In the early '90s, there were 27,500 independent pig farmers in
Poland. Today there are 2,200 hoglots, and 1,600 of them are wholly
owned by Smithfield Foods. Each of those factory farms in Poland
replaced 10 family farms with two to three minimum-wage jobs.
Smithfield accountants and shareholders might laud the boost to the
company's bottom line, but one protester in the film asks a different
question:
Why is it, when people are in bondage to their government it is called
'tyranny', but when the oppressor is a multinational corporation, it
is called 'efficiency'?
It was precisely this form of efficiency that the art and social
critic John Ruskin had in mind when he said ?"There is scarcely
anything in the world that some man cannot make a little worse, and
sell a little more cheaply. The person who buys on price alone is this
man?s lawful prey."
Smithfield is not the only corporate specimen under Worcester's
microscope; she takes large financial institutions to task as well. In
an interview with noted Belgian economist Bernard Lietaer, he points
out that Big Finance has its fingers in absolutely everything, making
one-third of all political contributions in the United States (a
figure that is sure to only increase in light of the Supreme Court's
recent decision). Big Money's influence, along with that of many other
large and wealthy corporations, dictates the type and scope of laws
throughout the U.S. and the world.
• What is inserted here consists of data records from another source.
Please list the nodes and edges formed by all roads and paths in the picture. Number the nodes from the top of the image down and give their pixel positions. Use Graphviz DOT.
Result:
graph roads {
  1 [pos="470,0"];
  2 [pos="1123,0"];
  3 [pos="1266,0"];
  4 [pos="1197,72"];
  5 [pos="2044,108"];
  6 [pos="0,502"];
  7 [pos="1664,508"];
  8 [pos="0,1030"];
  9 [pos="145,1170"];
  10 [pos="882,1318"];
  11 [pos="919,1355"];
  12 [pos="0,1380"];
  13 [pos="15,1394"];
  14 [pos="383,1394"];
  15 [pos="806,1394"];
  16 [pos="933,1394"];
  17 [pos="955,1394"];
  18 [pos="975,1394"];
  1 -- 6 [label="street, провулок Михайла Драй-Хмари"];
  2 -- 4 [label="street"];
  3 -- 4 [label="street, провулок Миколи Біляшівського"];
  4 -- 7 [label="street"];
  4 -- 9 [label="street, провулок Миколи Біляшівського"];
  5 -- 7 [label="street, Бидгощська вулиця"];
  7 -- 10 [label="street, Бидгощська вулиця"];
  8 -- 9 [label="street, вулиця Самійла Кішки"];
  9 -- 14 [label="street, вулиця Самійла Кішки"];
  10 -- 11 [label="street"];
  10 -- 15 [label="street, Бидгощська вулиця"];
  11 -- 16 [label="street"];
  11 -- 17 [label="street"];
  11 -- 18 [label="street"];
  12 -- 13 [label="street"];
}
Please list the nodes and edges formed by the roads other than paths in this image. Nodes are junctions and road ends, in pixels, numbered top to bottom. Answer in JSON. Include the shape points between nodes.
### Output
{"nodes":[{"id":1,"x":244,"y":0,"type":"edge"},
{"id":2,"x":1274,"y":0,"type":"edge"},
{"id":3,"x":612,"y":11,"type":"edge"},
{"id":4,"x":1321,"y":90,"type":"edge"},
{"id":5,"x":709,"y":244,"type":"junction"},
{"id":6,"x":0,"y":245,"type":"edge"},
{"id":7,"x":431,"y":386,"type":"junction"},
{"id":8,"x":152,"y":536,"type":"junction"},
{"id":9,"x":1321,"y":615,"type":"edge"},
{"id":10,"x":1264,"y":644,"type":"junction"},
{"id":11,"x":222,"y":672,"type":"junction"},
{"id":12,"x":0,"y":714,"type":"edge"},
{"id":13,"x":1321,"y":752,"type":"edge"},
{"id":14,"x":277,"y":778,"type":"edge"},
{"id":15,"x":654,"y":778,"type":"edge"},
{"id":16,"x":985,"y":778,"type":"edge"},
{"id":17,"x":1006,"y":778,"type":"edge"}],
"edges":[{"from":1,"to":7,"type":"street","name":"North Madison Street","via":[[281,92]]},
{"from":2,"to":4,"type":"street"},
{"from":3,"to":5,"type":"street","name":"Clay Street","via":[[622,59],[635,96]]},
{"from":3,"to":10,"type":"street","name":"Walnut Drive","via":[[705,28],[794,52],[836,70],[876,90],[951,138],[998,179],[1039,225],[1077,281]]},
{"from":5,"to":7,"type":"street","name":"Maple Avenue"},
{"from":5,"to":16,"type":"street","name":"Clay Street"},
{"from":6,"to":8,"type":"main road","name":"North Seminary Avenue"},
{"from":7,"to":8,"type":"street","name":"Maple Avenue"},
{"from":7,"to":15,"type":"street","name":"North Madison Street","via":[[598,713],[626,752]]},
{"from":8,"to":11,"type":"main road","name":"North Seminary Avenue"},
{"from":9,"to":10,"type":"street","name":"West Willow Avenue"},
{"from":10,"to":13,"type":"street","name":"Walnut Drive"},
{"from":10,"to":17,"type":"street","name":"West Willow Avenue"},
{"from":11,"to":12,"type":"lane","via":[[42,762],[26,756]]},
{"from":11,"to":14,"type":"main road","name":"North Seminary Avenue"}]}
My daddy used to call this the
Golden Rule: He who has the gold makes the rules.
That influence is precisely what makes the competitive practices of
Smithfield (not to mention many other agribusiness conglomerates)
patently unfair. As Pig Business points out, if the likes of
Smithfield had to pay for the damages they cause, to the environment
and to human health, then any small farmer in the world could
out-compete them. But they don't, because the game is rigged.
So most of the time, agribusiness will take its profits and steam
obliviously onward. But if anyone points out that the wreckage these
companies leave in their wakes, they have scads of lawyers and PR
professionals to make certain no one hears. Watching Pig Business on
YouTube is one small way to get past their invisible hand.